*** Begin section ***
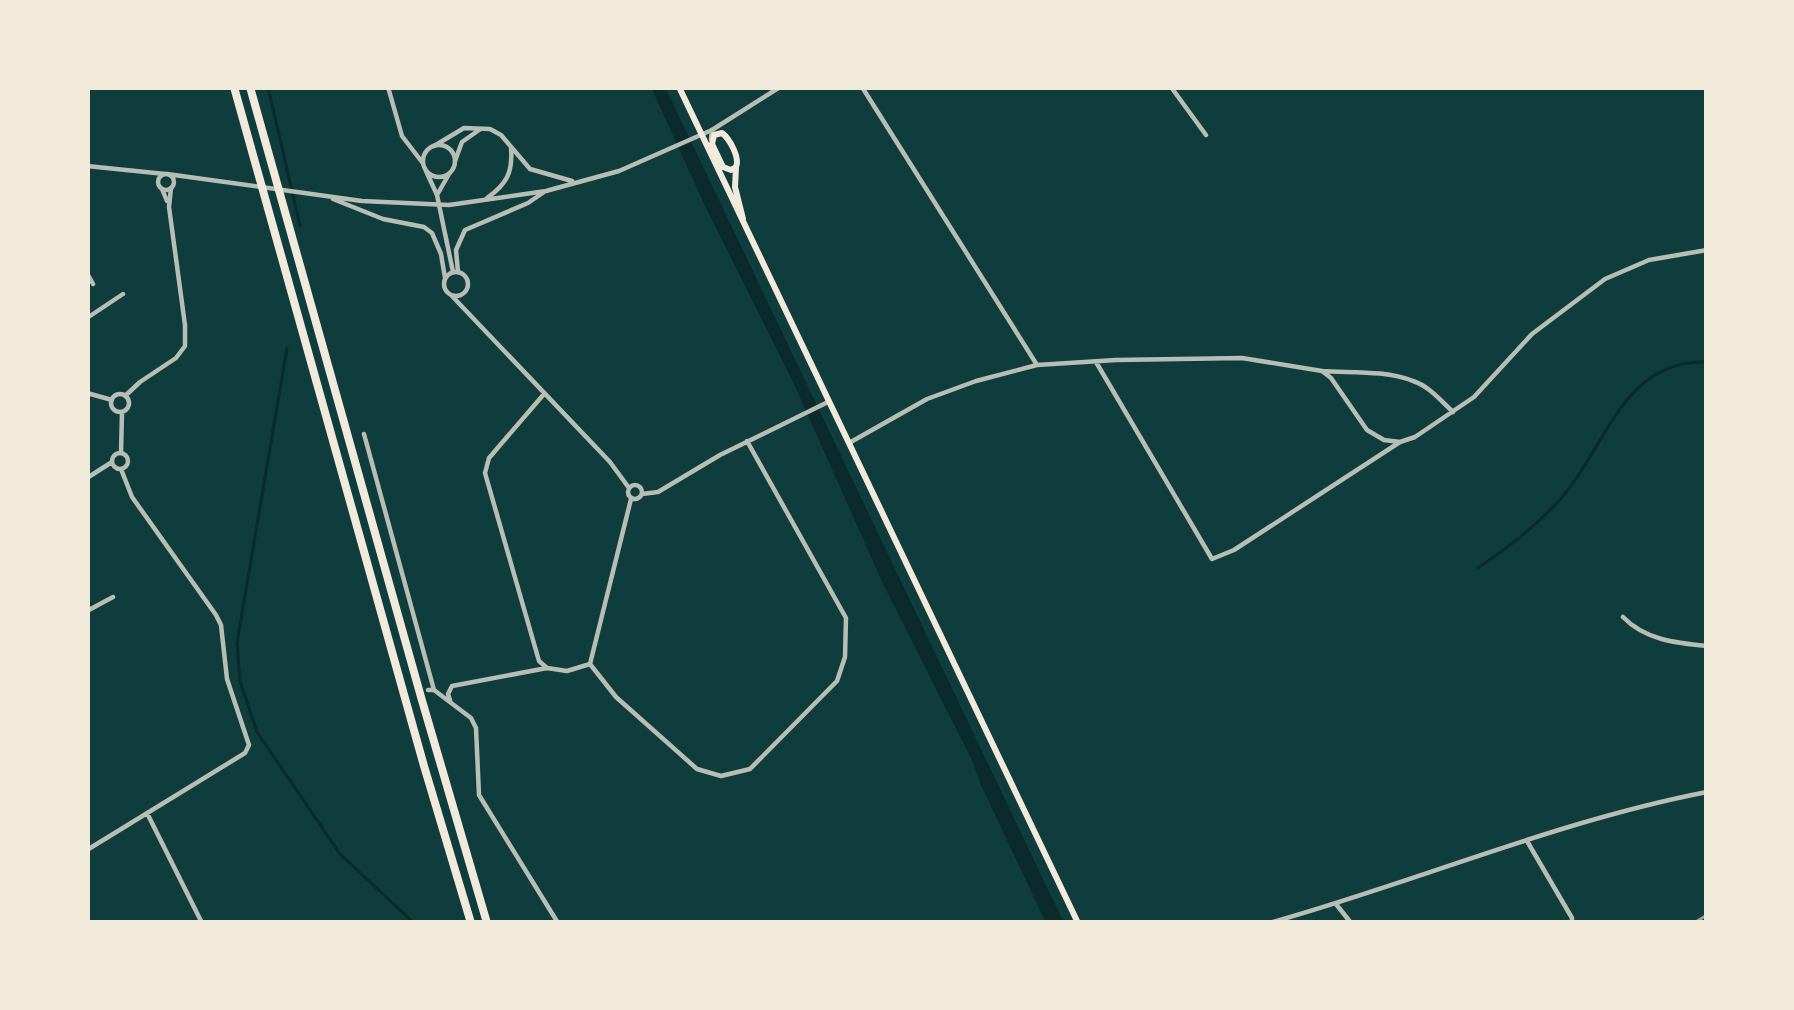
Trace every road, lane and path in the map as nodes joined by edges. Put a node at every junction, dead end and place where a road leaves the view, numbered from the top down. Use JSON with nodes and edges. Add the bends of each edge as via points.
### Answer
{"nodes":[{"id":1,"x":234,"y":87,"type":"edge"},
{"id":2,"x":250,"y":87,"type":"edge"},
{"id":3,"x":388,"y":87,"type":"edge"},
{"id":4,"x":679,"y":87,"type":"edge"},
{"id":5,"x":754,"y":87,"type":"edge"},
{"id":6,"x":780,"y":87,"type":"edge"},
{"id":7,"x":862,"y":87,"type":"edge"},
{"id":8,"x":1171,"y":87,"type":"edge"},
{"id":9,"x":762,"y":99,"type":"junction"},
{"id":10,"x":726,"y":122,"type":"junction"},
{"id":11,"x":484,"y":128,"type":"junction"},
{"id":12,"x":1206,"y":135,"type":"dead end"},
{"id":13,"x":709,"y":136,"type":"junction"},
{"id":14,"x":511,"y":145,"type":"junction"},
{"id":15,"x":410,"y":146,"type":"junction"},
{"id":16,"x":432,"y":147,"type":"junction"},
{"id":17,"x":711,"y":157,"type":"junction"},
{"id":18,"x":455,"y":161,"type":"junction"},
{"id":19,"x":87,"y":166,"type":"edge"},
{"id":20,"x":723,"y":167,"type":"junction"},
{"id":21,"x":736,"y":167,"type":"junction"},
{"id":22,"x":425,"y":169,"type":"junction"},
{"id":23,"x":134,"y":172,"type":"junction"},
{"id":24,"x":450,"y":173,"type":"junction"},
{"id":25,"x":166,"y":174,"type":"junction"},
{"id":26,"x":194,"y":179,"type":"junction"},
{"id":27,"x":578,"y":182,"type":"junction"},
{"id":28,"x":172,"y":188,"type":"junction"},
{"id":29,"x":161,"y":189,"type":"junction"},
{"id":30,"x":546,"y":190,"type":"junction"},
{"id":31,"x":437,"y":195,"type":"junction"},
{"id":32,"x":328,"y":196,"type":"junction"},
{"id":33,"x":482,"y":201,"type":"junction"},
{"id":34,"x":169,"y":207,"type":"junction"},
{"id":35,"x":746,"y":228,"type":"junction"},
{"id":36,"x":1707,"y":250,"type":"edge"},
{"id":37,"x":455,"y":272,"type":"junction"},
{"id":38,"x":87,"y":273,"type":"edge"},
{"id":39,"x":445,"y":278,"type":"junction"},
{"id":40,"x":93,"y":284,"type":"dead end"},
{"id":41,"x":467,"y":289,"type":"junction"},
{"id":42,"x":123,"y":294,"type":"dead end"},
{"id":43,"x":451,"y":295,"type":"junction"},
{"id":44,"x":466,"y":310,"type":"junction"},
{"id":45,"x":87,"y":318,"type":"edge"},
{"id":46,"x":1096,"y":362,"type":"junction"},
{"id":47,"x":1037,"y":365,"type":"junction"},
{"id":48,"x":1322,"y":371,"type":"junction"},
{"id":49,"x":87,"y":393,"type":"edge"},
{"id":50,"x":544,"y":394,"type":"junction"},
{"id":51,"x":125,"y":396,"type":"junction"},
{"id":52,"x":112,"y":400,"type":"junction"},
{"id":53,"x":825,"y":403,"type":"junction"},
{"id":54,"x":122,"y":412,"type":"junction"},
{"id":55,"x":1453,"y":412,"type":"junction"},
{"id":56,"x":364,"y":434,"type":"dead end"},
{"id":57,"x":747,"y":441,"type":"junction"},
{"id":58,"x":1400,"y":442,"type":"junction"},
{"id":59,"x":847,"y":444,"type":"junction"},
{"id":60,"x":122,"y":453,"type":"junction"},
{"id":61,"x":112,"y":462,"type":"junction"},
{"id":62,"x":121,"y":469,"type":"junction"},
{"id":63,"x":87,"y":478,"type":"edge"},
{"id":64,"x":629,"y":488,"type":"junction"},
{"id":65,"x":642,"y":494,"type":"junction"},
{"id":66,"x":631,"y":499,"type":"junction"},
{"id":67,"x":112,"y":597,"type":"dead end"},
{"id":68,"x":87,"y":611,"type":"edge"},
{"id":69,"x":1623,"y":617,"type":"dead end"},
{"id":70,"x":1707,"y":646,"type":"edge"},
{"id":71,"x":590,"y":664,"type":"junction"},
{"id":72,"x":547,"y":668,"type":"junction"},
{"id":73,"x":450,"y":703,"type":"junction"},
{"id":74,"x":1707,"y":792,"type":"edge"},
{"id":75,"x":147,"y":813,"type":"junction"},
{"id":76,"x":1527,"y":841,"type":"junction"},
{"id":77,"x":87,"y":850,"type":"edge"},
{"id":78,"x":1336,"y":904,"type":"junction"},
{"id":79,"x":1074,"y":922,"type":"edge"},
{"id":80,"x":202,"y":923,"type":"edge"},
{"id":81,"x":471,"y":923,"type":"edge"},
{"id":82,"x":487,"y":923,"type":"edge"},
{"id":83,"x":558,"y":923,"type":"edge"},
{"id":84,"x":1269,"y":923,"type":"edge"},
{"id":85,"x":1351,"y":923,"type":"edge"},
{"id":86,"x":1572,"y":923,"type":"edge"}],
"edges":[{"from":1,"to":81,"type":"highway"},
{"from":2,"to":82,"type":"highway"},
{"from":3,"to":15,"type":"street"},
{"from":4,"to":13,"type":"main road"},
{"from":5,"to":9,"type":"street"},
{"from":6,"to":9,"type":"street"},
{"from":7,"to":47,"type":"street"},
{"from":8,"to":12,"type":"street"},
{"from":9,"to":10,"type":"street"},
{"from":10,"to":13,"type":"street"},
{"from":10,"to":13,"type":"street"},
{"from":11,"to":14,"type":"street"},
{"from":11,"to":16,"type":"street","via":[[464,128]]},
{"from":11,"to":18,"type":"street","via":[[462,142]]},
{"from":13,"to":17,"type":"main road"},
{"from":13,"to":20,"type":"main road"},
{"from":13,"to":21,"type":"main road","via":[[737,159]]},
{"from":13,"to":27,"type":"street"},
{"from":14,"to":27,"type":"street","via":[[530,169]]},
{"from":14,"to":33,"type":"street","via":[[508,178]]},
{"from":15,"to":16,"type":"street"},
{"from":15,"to":22,"type":"street"},
{"from":16,"to":18,"type":"street","via":[[450,149]]},
{"from":16,"to":22,"type":"street"},
{"from":17,"to":20,"type":"main road"},
{"from":17,"to":35,"type":"main road"},
{"from":18,"to":24,"type":"street"},
{"from":19,"to":23,"type":"street"},
{"from":20,"to":21,"type":"main road"},
{"from":21,"to":35,"type":"main road"},
{"from":22,"to":24,"type":"street"},
{"from":22,"to":31,"type":"street"},
{"from":23,"to":25,"type":"street"},
{"from":23,"to":29,"type":"street"},
{"from":24,"to":31,"type":"street"},
{"from":25,"to":26,"type":"street"},
{"from":25,"to":28,"type":"street"},
{"from":25,"to":29,"type":"street"},
{"from":26,"to":28,"type":"street"},
{"from":26,"to":32,"type":"street"},
{"from":27,"to":30,"type":"street"},
{"from":28,"to":29,"type":"street"},
{"from":28,"to":34,"type":"street"},
{"from":29,"to":34,"type":"street"},
{"from":30,"to":33,"type":"street"},
{"from":30,"to":37,"type":"street","via":[[465,230]]},
{"from":31,"to":37,"type":"street"},
{"from":32,"to":33,"type":"street"},
{"from":32,"to":39,"type":"street","via":[[424,227]]},
{"from":34,"to":51,"type":"street","via":[[185,346]]},
{"from":35,"to":53,"type":"main road"},
{"from":36,"to":55,"type":"street","via":[[1649,260],[1605,279],[1532,334]]},
{"from":37,"to":39,"type":"street"},
{"from":37,"to":41,"type":"street","via":[[467,278]]},
{"from":38,"to":40,"type":"street"},
{"from":39,"to":43,"type":"street"},
{"from":41,"to":43,"type":"street"},
{"from":41,"to":44,"type":"street"},
{"from":42,"to":45,"type":"street"},
{"from":43,"to":44,"type":"street"},
{"from":44,"to":50,"type":"street"},
{"from":46,"to":47,"type":"street"},
{"from":46,"to":48,"type":"street","via":[[1242,358]]},
{"from":46,"to":58,"type":"street","via":[[1212,559]]},
{"from":47,"to":59,"type":"street","via":[[927,399]]},
{"from":48,"to":55,"type":"street","via":[[1412,380]]},
{"from":48,"to":58,"type":"street","via":[[1366,430]]},
{"from":49,"to":52,"type":"street"},
{"from":50,"to":64,"type":"street"},
{"from":50,"to":72,"type":"street","via":[[485,473]]},
{"from":51,"to":52,"type":"street"},
{"from":51,"to":54,"type":"street"},
{"from":52,"to":54,"type":"street"},
{"from":53,"to":57,"type":"street"},
{"from":53,"to":59,"type":"main road"},
{"from":54,"to":60,"type":"street"},
{"from":55,"to":58,"type":"street"},
{"from":56,"to":73,"type":"street","via":[[431,690]]},
{"from":57,"to":65,"type":"street"},
{"from":57,"to":71,"type":"street","via":[[846,618],[837,681],[750,769],[721,776],[697,769]]},
{"from":59,"to":79,"type":"main road"},
{"from":60,"to":61,"type":"street"},
{"from":60,"to":62,"type":"street","via":[[128,461]]},
{"from":61,"to":62,"type":"street"},
{"from":61,"to":63,"type":"street"},
{"from":62,"to":75,"type":"street","via":[[132,497],[216,615],[248,737],[248,749]]},
{"from":64,"to":65,"type":"street","via":[[637,485]]},
{"from":64,"to":66,"type":"street"},
{"from":65,"to":66,"type":"street"},
{"from":66,"to":71,"type":"street"},
{"from":67,"to":68,"type":"street"},
{"from":69,"to":70,"type":"street","via":[[1650,636]]},
{"from":71,"to":72,"type":"street"},
{"from":72,"to":73,"type":"street","via":[[452,686]]},
{"from":73,"to":83,"type":"street","via":[[476,728],[479,796]]},
{"from":74,"to":76,"type":"street"},
{"from":75,"to":77,"type":"street"},
{"from":75,"to":80,"type":"street"},
{"from":76,"to":78,"type":"street"},
{"from":76,"to":86,"type":"street"},
{"from":78,"to":84,"type":"street"},
{"from":78,"to":85,"type":"street"}]}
*** End section ***
Search the entries above for the word "edges" and copy each line where it appears.

* _Response to this task_:
Trace every road, lane and path in the map as nodes joined by edges. Put a node at every junction, dead end and place where a road leaves the view, numbered from the top down. Use JSON with nodes and edges. Add the bends of each edge as via points.
"edges":[{"from":1,"to":81,"type":"highway"},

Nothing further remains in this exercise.